[GIVEN DATA Boundary: Start]

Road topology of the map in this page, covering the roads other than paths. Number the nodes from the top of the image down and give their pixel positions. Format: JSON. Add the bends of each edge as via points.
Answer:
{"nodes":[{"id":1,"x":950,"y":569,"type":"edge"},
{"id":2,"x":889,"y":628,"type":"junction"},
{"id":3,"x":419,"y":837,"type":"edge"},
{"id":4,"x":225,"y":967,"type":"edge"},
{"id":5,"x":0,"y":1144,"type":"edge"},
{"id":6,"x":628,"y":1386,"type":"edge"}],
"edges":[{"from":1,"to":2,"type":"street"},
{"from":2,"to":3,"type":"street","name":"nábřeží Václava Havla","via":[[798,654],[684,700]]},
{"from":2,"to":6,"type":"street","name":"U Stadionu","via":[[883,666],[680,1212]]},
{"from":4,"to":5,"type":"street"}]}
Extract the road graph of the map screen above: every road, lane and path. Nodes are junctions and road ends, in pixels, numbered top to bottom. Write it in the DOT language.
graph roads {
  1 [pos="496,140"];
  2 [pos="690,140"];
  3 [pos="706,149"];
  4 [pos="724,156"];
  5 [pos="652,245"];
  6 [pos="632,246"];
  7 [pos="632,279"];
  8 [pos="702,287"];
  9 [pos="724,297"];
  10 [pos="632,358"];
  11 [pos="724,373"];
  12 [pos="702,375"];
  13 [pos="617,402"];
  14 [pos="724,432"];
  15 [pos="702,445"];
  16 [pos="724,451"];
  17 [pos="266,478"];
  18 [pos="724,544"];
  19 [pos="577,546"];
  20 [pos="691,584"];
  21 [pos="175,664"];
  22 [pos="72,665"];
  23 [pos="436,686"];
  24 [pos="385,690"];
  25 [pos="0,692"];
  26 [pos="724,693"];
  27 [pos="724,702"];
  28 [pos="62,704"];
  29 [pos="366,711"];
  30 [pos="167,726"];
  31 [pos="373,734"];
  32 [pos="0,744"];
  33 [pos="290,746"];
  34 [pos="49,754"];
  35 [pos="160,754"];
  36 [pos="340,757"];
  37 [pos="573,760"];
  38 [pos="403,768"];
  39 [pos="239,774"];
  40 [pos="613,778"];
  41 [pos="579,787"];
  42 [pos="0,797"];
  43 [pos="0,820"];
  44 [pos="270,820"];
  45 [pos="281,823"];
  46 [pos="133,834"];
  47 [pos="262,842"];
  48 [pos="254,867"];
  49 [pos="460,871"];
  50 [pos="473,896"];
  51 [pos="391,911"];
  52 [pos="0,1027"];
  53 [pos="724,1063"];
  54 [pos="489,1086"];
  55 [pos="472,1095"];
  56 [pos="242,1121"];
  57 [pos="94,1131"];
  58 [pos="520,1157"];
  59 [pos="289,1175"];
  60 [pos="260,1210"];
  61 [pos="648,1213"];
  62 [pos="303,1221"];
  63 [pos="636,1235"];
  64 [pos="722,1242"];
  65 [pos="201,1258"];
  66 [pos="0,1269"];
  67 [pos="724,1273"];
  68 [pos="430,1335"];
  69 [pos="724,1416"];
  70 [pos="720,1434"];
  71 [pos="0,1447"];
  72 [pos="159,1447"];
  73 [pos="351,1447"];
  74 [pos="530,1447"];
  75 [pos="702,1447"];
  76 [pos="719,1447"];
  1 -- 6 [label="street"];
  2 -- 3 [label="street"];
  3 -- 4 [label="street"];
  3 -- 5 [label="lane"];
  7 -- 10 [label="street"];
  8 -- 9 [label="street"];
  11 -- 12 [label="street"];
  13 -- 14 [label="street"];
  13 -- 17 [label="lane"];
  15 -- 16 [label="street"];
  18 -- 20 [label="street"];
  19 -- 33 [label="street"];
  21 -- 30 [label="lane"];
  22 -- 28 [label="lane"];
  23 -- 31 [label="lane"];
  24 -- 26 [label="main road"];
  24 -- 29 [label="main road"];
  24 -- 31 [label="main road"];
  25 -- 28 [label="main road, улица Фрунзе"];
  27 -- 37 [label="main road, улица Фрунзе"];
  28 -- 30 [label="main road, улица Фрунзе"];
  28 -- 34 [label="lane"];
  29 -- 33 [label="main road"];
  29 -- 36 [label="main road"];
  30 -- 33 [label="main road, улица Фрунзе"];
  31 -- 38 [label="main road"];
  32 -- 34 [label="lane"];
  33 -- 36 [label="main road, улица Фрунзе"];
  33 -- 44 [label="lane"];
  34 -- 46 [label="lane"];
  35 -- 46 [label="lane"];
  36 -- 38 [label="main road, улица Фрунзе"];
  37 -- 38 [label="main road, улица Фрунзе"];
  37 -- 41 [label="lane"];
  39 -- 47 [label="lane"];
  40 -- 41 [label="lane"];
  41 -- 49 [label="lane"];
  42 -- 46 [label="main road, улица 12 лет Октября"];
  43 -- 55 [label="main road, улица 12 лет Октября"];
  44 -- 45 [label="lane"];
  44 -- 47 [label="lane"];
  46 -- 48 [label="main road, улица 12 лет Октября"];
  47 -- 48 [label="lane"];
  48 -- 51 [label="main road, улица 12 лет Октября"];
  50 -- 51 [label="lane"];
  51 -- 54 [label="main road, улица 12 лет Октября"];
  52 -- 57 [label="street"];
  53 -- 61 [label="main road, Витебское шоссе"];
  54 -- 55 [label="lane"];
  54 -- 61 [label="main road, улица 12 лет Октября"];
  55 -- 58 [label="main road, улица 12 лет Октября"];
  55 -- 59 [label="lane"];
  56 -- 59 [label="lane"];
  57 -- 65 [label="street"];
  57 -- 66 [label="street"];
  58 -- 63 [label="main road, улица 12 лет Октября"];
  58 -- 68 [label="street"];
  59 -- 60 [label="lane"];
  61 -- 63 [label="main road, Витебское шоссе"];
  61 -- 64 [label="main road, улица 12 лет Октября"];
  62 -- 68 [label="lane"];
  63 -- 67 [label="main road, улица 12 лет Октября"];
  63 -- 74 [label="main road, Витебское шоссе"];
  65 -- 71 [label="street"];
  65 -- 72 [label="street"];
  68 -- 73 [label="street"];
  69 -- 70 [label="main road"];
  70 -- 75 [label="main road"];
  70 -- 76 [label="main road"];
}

[GIVEN DATA Boundary: End]

An exact retyping of the full listing is required.

(EXERCISE RESPONSE):
Road topology of the map in this page, covering the roads other than paths. Number the nodes from the top of the image down and give their pixel positions. Format: JSON. Add the bends of each edge as via points.
Answer:
{"nodes":[{"id":1,"x":950,"y":569,"type":"edge"},
{"id":2,"x":889,"y":628,"type":"junction"},
{"id":3,"x":419,"y":837,"type":"edge"},
{"id":4,"x":225,"y":967,"type":"edge"},
{"id":5,"x":0,"y":1144,"type":"edge"},
{"id":6,"x":628,"y":1386,"type":"edge"}],
"edges":[{"from":1,"to":2,"type":"street"},
{"from":2,"to":3,"type":"street","name":"nábřeží Václava Havla","via":[[798,654],[684,700]]},
{"from":2,"to":6,"type":"street","name":"U Stadionu","via":[[883,666],[680,1212]]},
{"from":4,"to":5,"type":"street"}]}
Extract the road graph of the map screen above: every road, lane and path. Nodes are junctions and road ends, in pixels, numbered top to bottom. Write it in the DOT language.
graph roads {
  1 [pos="496,140"];
  2 [pos="690,140"];
  3 [pos="706,149"];
  4 [pos="724,156"];
  5 [pos="652,245"];
  6 [pos="632,246"];
  7 [pos="632,279"];
  8 [pos="702,287"];
  9 [pos="724,297"];
  10 [pos="632,358"];
  11 [pos="724,373"];
  12 [pos="702,375"];
  13 [pos="617,402"];
  14 [pos="724,432"];
  15 [pos="702,445"];
  16 [pos="724,451"];
  17 [pos="266,478"];
  18 [pos="724,544"];
  19 [pos="577,546"];
  20 [pos="691,584"];
  21 [pos="175,664"];
  22 [pos="72,665"];
  23 [pos="436,686"];
  24 [pos="385,690"];
  25 [pos="0,692"];
  26 [pos="724,693"];
  27 [pos="724,702"];
  28 [pos="62,704"];
  29 [pos="366,711"];
  30 [pos="167,726"];
  31 [pos="373,734"];
  32 [pos="0,744"];
  33 [pos="290,746"];
  34 [pos="49,754"];
  35 [pos="160,754"];
  36 [pos="340,757"];
  37 [pos="573,760"];
  38 [pos="403,768"];
  39 [pos="239,774"];
  40 [pos="613,778"];
  41 [pos="579,787"];
  42 [pos="0,797"];
  43 [pos="0,820"];
  44 [pos="270,820"];
  45 [pos="281,823"];
  46 [pos="133,834"];
  47 [pos="262,842"];
  48 [pos="254,867"];
  49 [pos="460,871"];
  50 [pos="473,896"];
  51 [pos="391,911"];
  52 [pos="0,1027"];
  53 [pos="724,1063"];
  54 [pos="489,1086"];
  55 [pos="472,1095"];
  56 [pos="242,1121"];
  57 [pos="94,1131"];
  58 [pos="520,1157"];
  59 [pos="289,1175"];
  60 [pos="260,1210"];
  61 [pos="648,1213"];
  62 [pos="303,1221"];
  63 [pos="636,1235"];
  64 [pos="722,1242"];
  65 [pos="201,1258"];
  66 [pos="0,1269"];
  67 [pos="724,1273"];
  68 [pos="430,1335"];
  69 [pos="724,1416"];
  70 [pos="720,1434"];
  71 [pos="0,1447"];
  72 [pos="159,1447"];
  73 [pos="351,1447"];
  74 [pos="530,1447"];
  75 [pos="702,1447"];
  76 [pos="719,1447"];
  1 -- 6 [label="street"];
  2 -- 3 [label="street"];
  3 -- 4 [label="street"];
  3 -- 5 [label="lane"];
  7 -- 10 [label="street"];
  8 -- 9 [label="street"];
  11 -- 12 [label="street"];
  13 -- 14 [label="street"];
  13 -- 17 [label="lane"];
  15 -- 16 [label="street"];
  18 -- 20 [label="street"];
  19 -- 33 [label="street"];
  21 -- 30 [label="lane"];
  22 -- 28 [label="lane"];
  23 -- 31 [label="lane"];
  24 -- 26 [label="main road"];
  24 -- 29 [label="main road"];
  24 -- 31 [label="main road"];
  25 -- 28 [label="main road, улица Фрунзе"];
  27 -- 37 [label="main road, улица Фрунзе"];
  28 -- 30 [label="main road, улица Фрунзе"];
  28 -- 34 [label="lane"];
  29 -- 33 [label="main road"];
  29 -- 36 [label="main road"];
  30 -- 33 [label="main road, улица Фрунзе"];
  31 -- 38 [label="main road"];
  32 -- 34 [label="lane"];
  33 -- 36 [label="main road, улица Фрунзе"];
  33 -- 44 [label="lane"];
  34 -- 46 [label="lane"];
  35 -- 46 [label="lane"];
  36 -- 38 [label="main road, улица Фрунзе"];
  37 -- 38 [label="main road, улица Фрунзе"];
  37 -- 41 [label="lane"];
  39 -- 47 [label="lane"];
  40 -- 41 [label="lane"];
  41 -- 49 [label="lane"];
  42 -- 46 [label="main road, улица 12 лет Октября"];
  43 -- 55 [label="main road, улица 12 лет Октября"];
  44 -- 45 [label="lane"];
  44 -- 47 [label="lane"];
  46 -- 48 [label="main road, улица 12 лет Октября"];
  47 -- 48 [label="lane"];
  48 -- 51 [label="main road, улица 12 лет Октября"];
  50 -- 51 [label="lane"];
  51 -- 54 [label="main road, улица 12 лет Октября"];
  52 -- 57 [label="street"];
  53 -- 61 [label="main road, Витебское шоссе"];
  54 -- 55 [label="lane"];
  54 -- 61 [label="main road, улица 12 лет Октября"];
  55 -- 58 [label="main road, улица 12 лет Октября"];
  55 -- 59 [label="lane"];
  56 -- 59 [label="lane"];
  57 -- 65 [label="street"];
  57 -- 66 [label="street"];
  58 -- 63 [label="main road, улица 12 лет Октября"];
  58 -- 68 [label="street"];
  59 -- 60 [label="lane"];
  61 -- 63 [label="main road, Витебское шоссе"];
  61 -- 64 [label="main road, улица 12 лет Октября"];
  62 -- 68 [label="lane"];
  63 -- 67 [label="main road, улица 12 лет Октября"];
  63 -- 74 [label="main road, Витебское шоссе"];
  65 -- 71 [label="street"];
  65 -- 72 [label="street"];
  68 -- 73 [label="street"];
  69 -- 70 [label="main road"];
  70 -- 75 [label="main road"];
  70 -- 76 [label="main road"];
}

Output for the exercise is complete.